--"Oblivion" is decently entertaining. It's impressively pretty and, for the most part, ingeniously staged and shot.
--It's also really, really awful. I mean, wow.
--It's weirdly derivative of practically EVERY OTHER SCI-FI MOVIE EVER ("The Island," "Moon," "Minority Report," "Independence Day," "Vanilla Sky," "Wall-E," "Total Recall," "Soylent Green," and "Planet of the Apes," to name a few. Also "Top Gun" - not a sci-fi movie, you say? Shut up, "Oblivion" doesn't care - and a whole collection of more obscure books and TV, like the '80s Japanese show "Tekkaman Blade").
--Seriously, this movie really ripped off "Moon" something fierce. Don't see it. See "Moon" instead.
--But it's based on a graphic novel, so maybe I've gotta blame the graphic novel?
[BONUS BULLET: --Hollywood: stop adapting graphic novels, or if you've gotta do it, please do it better. Graphic novels may look like conveniently pre-storyboarded screenplays, but they're usually not as good as everyone thinks they are. And that's before the director starts monkeying with them. Also, adapting them even halfway 'faithfully' often makes your movie feel as static and preordained as the worst parts of the worst "Harry Potter" flicks. What comes off as 'room for imagination' on paper (often just barely) translates to 'stupid' onscreen.]
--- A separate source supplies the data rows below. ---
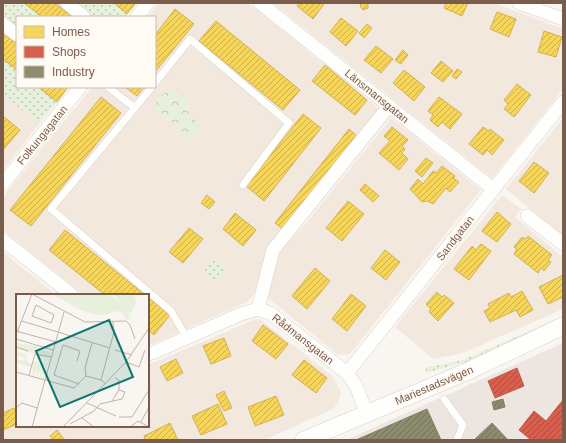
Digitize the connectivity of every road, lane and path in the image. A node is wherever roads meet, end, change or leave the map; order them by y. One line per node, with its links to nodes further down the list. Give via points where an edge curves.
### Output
1 (67, 3): 5 (street)
2 (148, 3): 6 (street)
3 (260, 3): 15 (street, Länsmansgatan)
4 (519, 3): 7 (street)
5 (83, 16)
6 (137, 16)
7 (563, 19)
8 (3, 24): 9 (street)
9 (16, 34)
10 (156, 82): 18 (lane, via 190,39 289,123)
11 (79, 88): 17 (street, Folkungagatan)
12 (109, 88): 16 (lane)
13 (151, 88): 16 (lane)
14 (563, 102): 19 (street, Sandgatan)
15 (389, 106): 19 (street, Länsmansgatan); 24 (street, via 273,250)
16 (135, 108): 26 (lane, via 51,209 171,311)
17 (3, 184)
18 (243, 185)
19 (493, 190): 28 (street, Sandgatan)
20 (527, 216): 22 (street)
21 (3, 240): 23 (street)
22 (563, 244)
23 (71, 294)
24 (258, 309): 26 (street); 28 (street, Rådmansgatan, via 270,313)
25 (562, 329): 30 (street, Mariestadsvägen)
26 (187, 338): 27 (street)
27 (149, 354)
28 (347, 373): 30 (street, Rådmansgatan, via 356,386)
29 (444, 399): 32 (lane, via 463,425)
30 (367, 414): 31 (street, Mariestadsvägen)
31 (304, 440)
32 (457, 440)

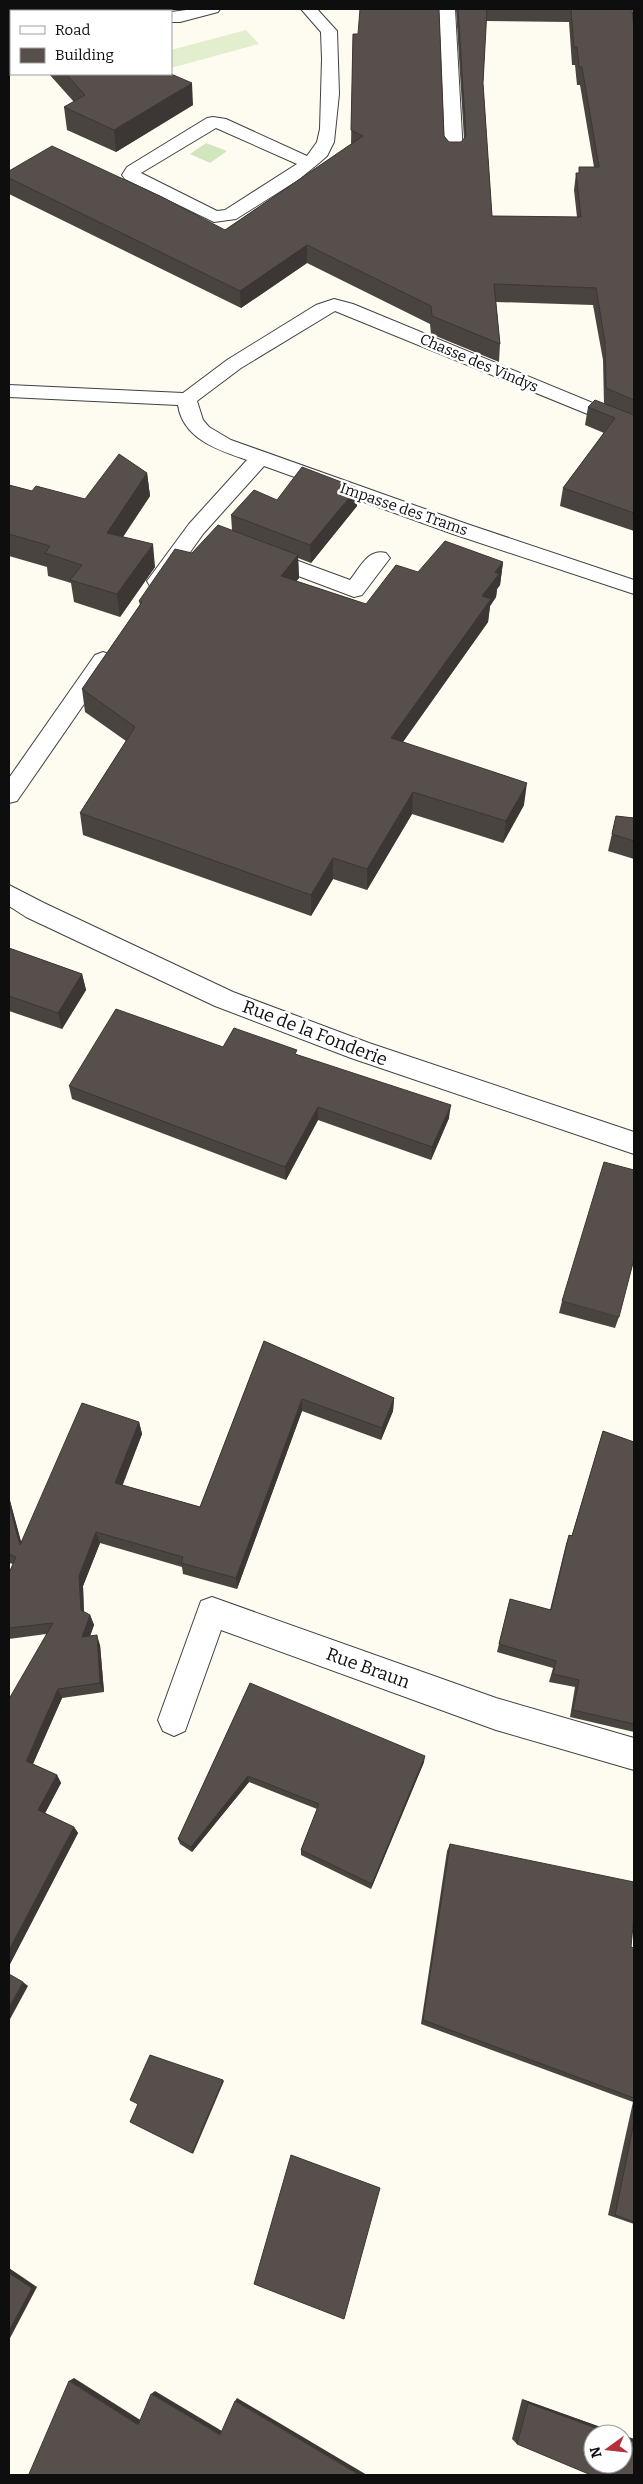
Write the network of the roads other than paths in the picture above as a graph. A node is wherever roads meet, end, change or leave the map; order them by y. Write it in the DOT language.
graph roads {
  1 [pos="212,9"];
  2 [pos="309,9"];
  3 [pos="447,9"];
  4 [pos="172,17"];
  5 [pos="454,154"];
  6 [pos="308,163"];
  7 [pos="9,391"];
  8 [pos="187,399"];
  9 [pos="634,427"];
  10 [pos="260,458"];
  11 [pos="242,547"];
  12 [pos="379,558"];
  13 [pos="634,586"];
  14 [pos="149,594"];
  15 [pos="116,641"];
  16 [pos="9,795"];
  17 [pos="9,894"];
  18 [pos="634,1143"];
  19 [pos="174,1720"];
  20 [pos="634,1754"];
  1 -- 4 [label="street"];
  2 -- 6 [label="street"];
  3 -- 5 [label="street"];
  6 -- 6 [label="street"];
  7 -- 8 [label="street"];
  8 -- 9 [label="street, Chasse des Vindys"];
  8 -- 10 [label="street, Impasse des Trams"];
  10 -- 13 [label="street, Impasse des Trams"];
  10 -- 14 [label="street"];
  11 -- 12 [label="street"];
  15 -- 16 [label="street"];
  17 -- 18 [label="street, Rue de la Fonderie"];
  19 -- 20 [label="street, Rue Braun"];
}
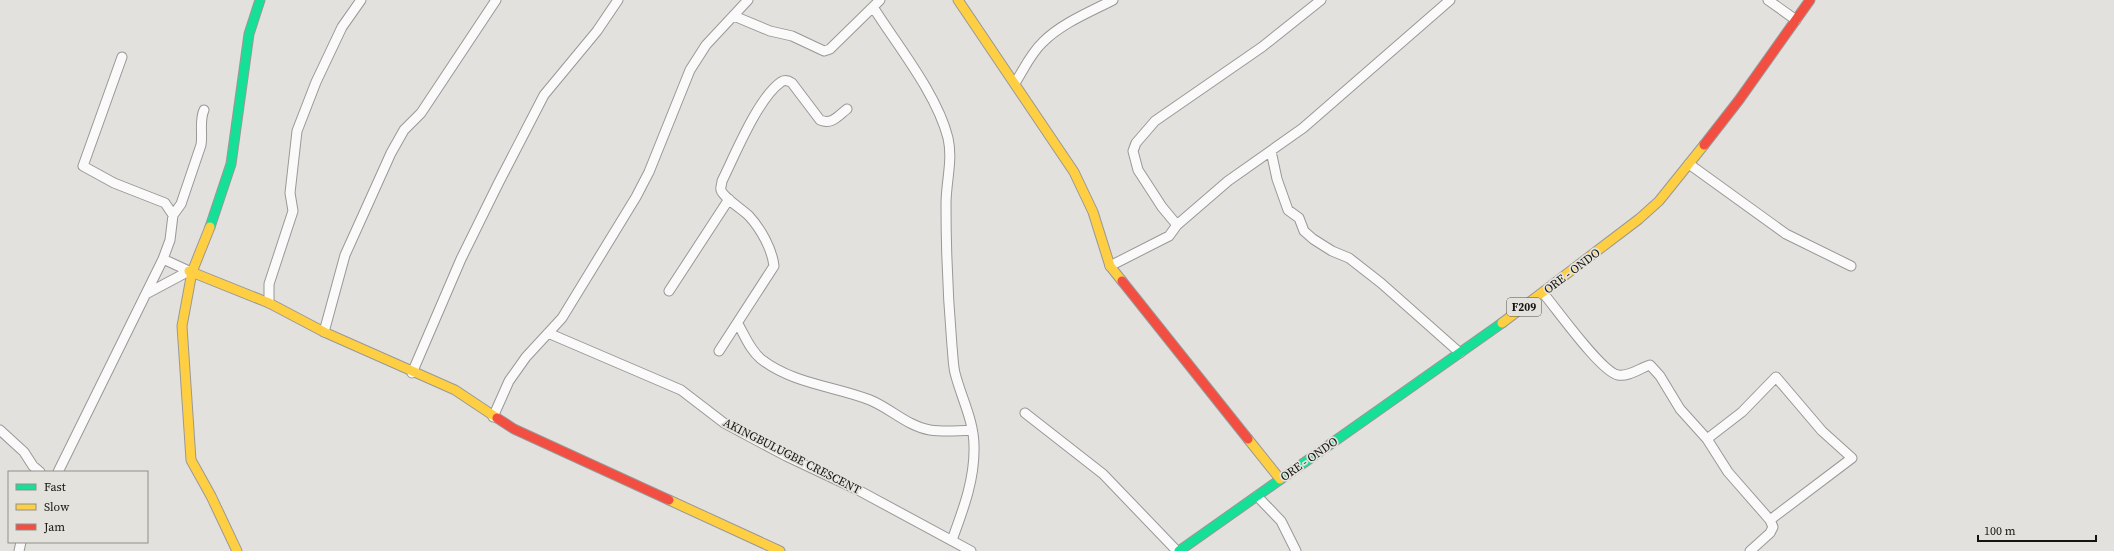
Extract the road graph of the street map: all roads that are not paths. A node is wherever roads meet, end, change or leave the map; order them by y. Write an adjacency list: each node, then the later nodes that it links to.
1 (260, 0): 28 (street)
2 (361, 0): 32 (street)
3 (496, 0): 34 (street)
4 (618, 0): 38 (street)
5 (748, 0): 14 (street)
6 (880, 0): 13 (street)
7 (958, 0): 17 (street)
8 (1113, 0): 17 (street)
9 (1322, 0): 24 (street)
10 (1450, 0): 20 (street)
11 (1768, 0): 15 (street)
12 (1810, 0): 15 (street, ORE - ONDO / F209)
13 (873, 7): 14 (street); 42 (street)
14 (734, 16): 35 (street)
15 (1796, 20): 21 (street, ORE - ONDO / F209)
16 (122, 57): 23 (street)
17 (1015, 83): 26 (street)
18 (847, 109): 22 (street)
19 (204, 110): 23 (street)
20 (1272, 151): 24 (street); 37 (street)
21 (1690, 164): 27 (street); 30 (street, ORE - ONDO / F209)
22 (729, 199): 29 (street); 33 (street)
23 (174, 215): 25 (street)
24 (1176, 225): 26 (street)
25 (163, 259): 28 (street); 31 (street)
26 (1110, 266): 46 (street)
27 (1851, 266)
28 (191, 271): 31 (street); 32 (street); 50 (street)
29 (669, 291)
30 (1543, 293): 37 (street, ORE - ONDO / F209); 43 (street)
31 (146, 294): 45 (street)
32 (268, 303): 34 (street)
33 (738, 324): 36 (street); 42 (street)
34 (324, 332): 38 (street)
35 (548, 333): 40 (street); 49 (street, AKINGBULUGBE CRESCENT)
36 (719, 351)
37 (1460, 353): 46 (street, ORE - ONDO / F209)
38 (412, 372): 40 (street)
39 (1025, 413): 53 (street)
40 (493, 417): 51 (street)
41 (0, 430): 44 (street)
42 (972, 430): 49 (street)
43 (1707, 439): 48 (street); 48 (street)
44 (39, 471)
45 (58, 471)
46 (1280, 479): 47 (street, ORE - ONDO / F209)
47 (1257, 496): 53 (street, ORE - ONDO / F209); 54 (street)
48 (1770, 520): 55 (street)
49 (952, 540): 52 (street, AKINGBULUGBE CRESCENT)
50 (237, 551)
51 (780, 551)
52 (971, 551)
53 (1178, 551)
54 (1296, 551)
55 (1750, 551)

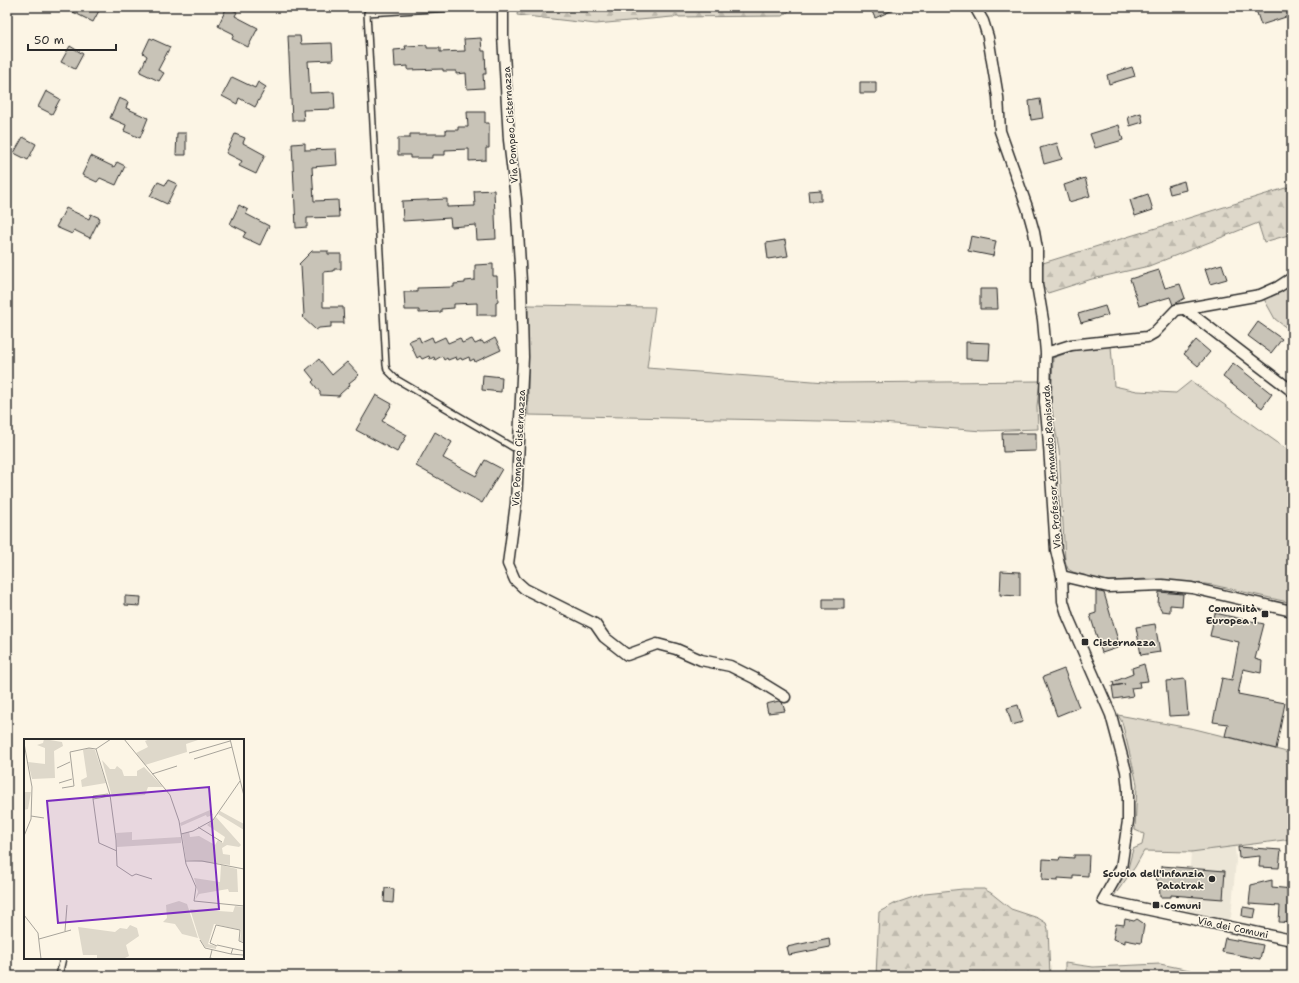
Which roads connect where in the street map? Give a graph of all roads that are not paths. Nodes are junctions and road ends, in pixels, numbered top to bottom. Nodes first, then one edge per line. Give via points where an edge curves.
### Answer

--"Oblivion" is very stupid. I'm honestly not sure if *anything* in this movie made sense. I'm not exaggerating either. You can be more forgiving with some crazinesses than with others, but I mean, c'mon. C'mon. Why is Tom Cruise on that motorcycle.
--Tom Cruise did a great job but was woefully miscast. So was Olga Kurylenko. Morgan Freeman rocked but was given slightly less than nothing to work with.
--Wow, this movie was bad.
--Can you photobomb a motion picture? If so, Nikolaj Coster-Waldau totally photobombed "Oblivion." A Lannister always survives the apocalypse!
--Oh god, just go watch "Moon" already.